Saved entries
◇ ◇ ◇ ◇

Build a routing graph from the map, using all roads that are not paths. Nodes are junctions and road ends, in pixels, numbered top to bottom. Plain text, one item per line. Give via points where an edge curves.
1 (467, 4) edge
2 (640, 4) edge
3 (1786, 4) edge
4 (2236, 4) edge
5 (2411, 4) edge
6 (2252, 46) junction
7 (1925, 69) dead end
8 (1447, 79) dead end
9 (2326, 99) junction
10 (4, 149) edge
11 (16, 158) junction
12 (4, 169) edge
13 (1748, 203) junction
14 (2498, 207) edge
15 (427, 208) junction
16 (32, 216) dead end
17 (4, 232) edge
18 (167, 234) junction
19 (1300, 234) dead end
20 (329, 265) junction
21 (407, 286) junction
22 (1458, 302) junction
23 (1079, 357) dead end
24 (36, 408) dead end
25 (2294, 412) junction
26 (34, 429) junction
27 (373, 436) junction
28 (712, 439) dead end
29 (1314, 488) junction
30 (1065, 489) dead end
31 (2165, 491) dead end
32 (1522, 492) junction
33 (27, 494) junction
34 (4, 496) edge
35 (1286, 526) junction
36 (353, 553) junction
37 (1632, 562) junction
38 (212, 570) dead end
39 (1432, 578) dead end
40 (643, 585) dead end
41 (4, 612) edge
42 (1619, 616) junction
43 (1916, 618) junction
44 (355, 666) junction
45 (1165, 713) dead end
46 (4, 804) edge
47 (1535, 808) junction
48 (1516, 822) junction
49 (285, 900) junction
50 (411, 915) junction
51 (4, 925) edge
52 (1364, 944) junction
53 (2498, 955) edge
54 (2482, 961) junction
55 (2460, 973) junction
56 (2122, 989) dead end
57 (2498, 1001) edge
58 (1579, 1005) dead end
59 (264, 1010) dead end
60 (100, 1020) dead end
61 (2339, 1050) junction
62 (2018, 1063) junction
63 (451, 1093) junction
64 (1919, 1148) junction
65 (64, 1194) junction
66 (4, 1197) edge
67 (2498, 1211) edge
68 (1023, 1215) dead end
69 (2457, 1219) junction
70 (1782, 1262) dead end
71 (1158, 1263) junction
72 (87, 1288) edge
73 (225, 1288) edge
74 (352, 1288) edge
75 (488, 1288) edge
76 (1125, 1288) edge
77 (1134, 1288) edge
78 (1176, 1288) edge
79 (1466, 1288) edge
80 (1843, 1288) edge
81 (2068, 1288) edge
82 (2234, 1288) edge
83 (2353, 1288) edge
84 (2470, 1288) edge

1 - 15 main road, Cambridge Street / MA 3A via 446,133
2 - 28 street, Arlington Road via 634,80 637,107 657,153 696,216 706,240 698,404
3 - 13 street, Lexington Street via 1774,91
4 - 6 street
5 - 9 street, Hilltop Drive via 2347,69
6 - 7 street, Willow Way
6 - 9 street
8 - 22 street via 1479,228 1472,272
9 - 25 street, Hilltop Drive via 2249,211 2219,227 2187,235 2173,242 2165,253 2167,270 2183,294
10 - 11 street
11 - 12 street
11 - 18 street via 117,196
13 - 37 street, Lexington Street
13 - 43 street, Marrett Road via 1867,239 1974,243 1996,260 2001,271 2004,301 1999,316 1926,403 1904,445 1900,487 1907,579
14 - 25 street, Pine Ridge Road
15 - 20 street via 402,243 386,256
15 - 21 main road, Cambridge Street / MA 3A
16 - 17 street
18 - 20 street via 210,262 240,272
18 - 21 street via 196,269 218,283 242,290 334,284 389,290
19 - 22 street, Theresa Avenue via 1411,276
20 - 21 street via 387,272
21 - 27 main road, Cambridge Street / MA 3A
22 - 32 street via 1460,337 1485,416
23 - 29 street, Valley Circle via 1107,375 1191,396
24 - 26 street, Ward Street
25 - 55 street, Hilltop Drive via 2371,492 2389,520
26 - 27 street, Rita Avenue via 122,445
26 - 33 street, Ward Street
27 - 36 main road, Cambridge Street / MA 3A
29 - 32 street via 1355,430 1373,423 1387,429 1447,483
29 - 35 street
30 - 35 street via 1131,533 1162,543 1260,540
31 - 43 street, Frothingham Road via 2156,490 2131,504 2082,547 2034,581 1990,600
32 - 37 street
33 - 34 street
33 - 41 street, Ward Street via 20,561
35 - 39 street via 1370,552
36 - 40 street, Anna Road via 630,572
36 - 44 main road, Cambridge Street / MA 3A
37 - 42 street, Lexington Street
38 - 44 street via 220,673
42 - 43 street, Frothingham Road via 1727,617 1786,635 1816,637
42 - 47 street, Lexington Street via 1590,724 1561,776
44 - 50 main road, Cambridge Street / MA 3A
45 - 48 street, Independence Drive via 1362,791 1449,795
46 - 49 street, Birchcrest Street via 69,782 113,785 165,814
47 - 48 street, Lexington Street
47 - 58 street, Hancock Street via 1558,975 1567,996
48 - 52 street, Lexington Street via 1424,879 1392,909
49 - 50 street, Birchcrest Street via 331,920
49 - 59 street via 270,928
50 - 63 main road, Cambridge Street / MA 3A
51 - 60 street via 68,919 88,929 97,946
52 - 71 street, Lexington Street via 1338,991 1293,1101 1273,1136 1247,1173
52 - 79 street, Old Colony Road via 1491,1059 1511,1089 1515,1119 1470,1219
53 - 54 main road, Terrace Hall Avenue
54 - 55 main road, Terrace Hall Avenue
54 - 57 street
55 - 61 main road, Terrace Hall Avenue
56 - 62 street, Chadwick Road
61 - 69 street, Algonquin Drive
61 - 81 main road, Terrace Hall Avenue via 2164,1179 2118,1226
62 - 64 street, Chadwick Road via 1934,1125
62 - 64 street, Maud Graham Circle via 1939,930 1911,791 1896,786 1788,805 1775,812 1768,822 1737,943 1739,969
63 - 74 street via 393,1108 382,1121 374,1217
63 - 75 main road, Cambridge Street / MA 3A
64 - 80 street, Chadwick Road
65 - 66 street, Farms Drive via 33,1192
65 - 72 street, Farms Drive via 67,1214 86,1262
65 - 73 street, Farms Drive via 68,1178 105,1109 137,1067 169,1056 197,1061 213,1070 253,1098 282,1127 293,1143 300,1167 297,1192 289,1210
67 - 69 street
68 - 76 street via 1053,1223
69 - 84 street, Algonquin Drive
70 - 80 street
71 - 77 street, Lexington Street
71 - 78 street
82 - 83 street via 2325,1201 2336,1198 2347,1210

◇ ◇ ◇ ◇

About this exercise: Every entry is to be copied exactly, with none omitted.

Answer section:
Build a routing graph from the map, using all roads that are not paths. Nodes are junctions and road ends, in pixels, numbered top to bottom. Plain text, one item per line. Give via points where an edge curves.
1 (467, 4) edge
2 (640, 4) edge
3 (1786, 4) edge
4 (2236, 4) edge
5 (2411, 4) edge
6 (2252, 46) junction
7 (1925, 69) dead end
8 (1447, 79) dead end
9 (2326, 99) junction
10 (4, 149) edge
11 (16, 158) junction
12 (4, 169) edge
13 (1748, 203) junction
14 (2498, 207) edge
15 (427, 208) junction
16 (32, 216) dead end
17 (4, 232) edge
18 (167, 234) junction
19 (1300, 234) dead end
20 (329, 265) junction
21 (407, 286) junction
22 (1458, 302) junction
23 (1079, 357) dead end
24 (36, 408) dead end
25 (2294, 412) junction
26 (34, 429) junction
27 (373, 436) junction
28 (712, 439) dead end
29 (1314, 488) junction
30 (1065, 489) dead end
31 (2165, 491) dead end
32 (1522, 492) junction
33 (27, 494) junction
34 (4, 496) edge
35 (1286, 526) junction
36 (353, 553) junction
37 (1632, 562) junction
38 (212, 570) dead end
39 (1432, 578) dead end
40 (643, 585) dead end
41 (4, 612) edge
42 (1619, 616) junction
43 (1916, 618) junction
44 (355, 666) junction
45 (1165, 713) dead end
46 (4, 804) edge
47 (1535, 808) junction
48 (1516, 822) junction
49 (285, 900) junction
50 (411, 915) junction
51 (4, 925) edge
52 (1364, 944) junction
53 (2498, 955) edge
54 (2482, 961) junction
55 (2460, 973) junction
56 (2122, 989) dead end
57 (2498, 1001) edge
58 (1579, 1005) dead end
59 (264, 1010) dead end
60 (100, 1020) dead end
61 (2339, 1050) junction
62 (2018, 1063) junction
63 (451, 1093) junction
64 (1919, 1148) junction
65 (64, 1194) junction
66 (4, 1197) edge
67 (2498, 1211) edge
68 (1023, 1215) dead end
69 (2457, 1219) junction
70 (1782, 1262) dead end
71 (1158, 1263) junction
72 (87, 1288) edge
73 (225, 1288) edge
74 (352, 1288) edge
75 (488, 1288) edge
76 (1125, 1288) edge
77 (1134, 1288) edge
78 (1176, 1288) edge
79 (1466, 1288) edge
80 (1843, 1288) edge
81 (2068, 1288) edge
82 (2234, 1288) edge
83 (2353, 1288) edge
84 (2470, 1288) edge

1 - 15 main road, Cambridge Street / MA 3A via 446,133
2 - 28 street, Arlington Road via 634,80 637,107 657,153 696,216 706,240 698,404
3 - 13 street, Lexington Street via 1774,91
4 - 6 street
5 - 9 street, Hilltop Drive via 2347,69
6 - 7 street, Willow Way
6 - 9 street
8 - 22 street via 1479,228 1472,272
9 - 25 street, Hilltop Drive via 2249,211 2219,227 2187,235 2173,242 2165,253 2167,270 2183,294
10 - 11 street
11 - 12 street
11 - 18 street via 117,196
13 - 37 street, Lexington Street
13 - 43 street, Marrett Road via 1867,239 1974,243 1996,260 2001,271 2004,301 1999,316 1926,403 1904,445 1900,487 1907,579
14 - 25 street, Pine Ridge Road
15 - 20 street via 402,243 386,256
15 - 21 main road, Cambridge Street / MA 3A
16 - 17 street
18 - 20 street via 210,262 240,272
18 - 21 street via 196,269 218,283 242,290 334,284 389,290
19 - 22 street, Theresa Avenue via 1411,276
20 - 21 street via 387,272
21 - 27 main road, Cambridge Street / MA 3A
22 - 32 street via 1460,337 1485,416
23 - 29 street, Valley Circle via 1107,375 1191,396
24 - 26 street, Ward Street
25 - 55 street, Hilltop Drive via 2371,492 2389,520
26 - 27 street, Rita Avenue via 122,445
26 - 33 street, Ward Street
27 - 36 main road, Cambridge Street / MA 3A
29 - 32 street via 1355,430 1373,423 1387,429 1447,483
29 - 35 street
30 - 35 street via 1131,533 1162,543 1260,540
31 - 43 street, Frothingham Road via 2156,490 2131,504 2082,547 2034,581 1990,600
32 - 37 street
33 - 34 street
33 - 41 street, Ward Street via 20,561
35 - 39 street via 1370,552
36 - 40 street, Anna Road via 630,572
36 - 44 main road, Cambridge Street / MA 3A
37 - 42 street, Lexington Street
38 - 44 street via 220,673
42 - 43 street, Frothingham Road via 1727,617 1786,635 1816,637
42 - 47 street, Lexington Street via 1590,724 1561,776
44 - 50 main road, Cambridge Street / MA 3A
45 - 48 street, Independence Drive via 1362,791 1449,795
46 - 49 street, Birchcrest Street via 69,782 113,785 165,814
47 - 48 street, Lexington Street
47 - 58 street, Hancock Street via 1558,975 1567,996
48 - 52 street, Lexington Street via 1424,879 1392,909
49 - 50 street, Birchcrest Street via 331,920
49 - 59 street via 270,928
50 - 63 main road, Cambridge Street / MA 3A
51 - 60 street via 68,919 88,929 97,946
52 - 71 street, Lexington Street via 1338,991 1293,1101 1273,1136 1247,1173
52 - 79 street, Old Colony Road via 1491,1059 1511,1089 1515,1119 1470,1219
53 - 54 main road, Terrace Hall Avenue
54 - 55 main road, Terrace Hall Avenue
54 - 57 street
55 - 61 main road, Terrace Hall Avenue
56 - 62 street, Chadwick Road
61 - 69 street, Algonquin Drive
61 - 81 main road, Terrace Hall Avenue via 2164,1179 2118,1226
62 - 64 street, Chadwick Road via 1934,1125
62 - 64 street, Maud Graham Circle via 1939,930 1911,791 1896,786 1788,805 1775,812 1768,822 1737,943 1739,969
63 - 74 street via 393,1108 382,1121 374,1217
63 - 75 main road, Cambridge Street / MA 3A
64 - 80 street, Chadwick Road
65 - 66 street, Farms Drive via 33,1192
65 - 72 street, Farms Drive via 67,1214 86,1262
65 - 73 street, Farms Drive via 68,1178 105,1109 137,1067 169,1056 197,1061 213,1070 253,1098 282,1127 293,1143 300,1167 297,1192 289,1210
67 - 69 street
68 - 76 street via 1053,1223
69 - 84 street, Algonquin Drive
70 - 80 street
71 - 77 street, Lexington Street
71 - 78 street
82 - 83 street via 2325,1201 2336,1198 2347,1210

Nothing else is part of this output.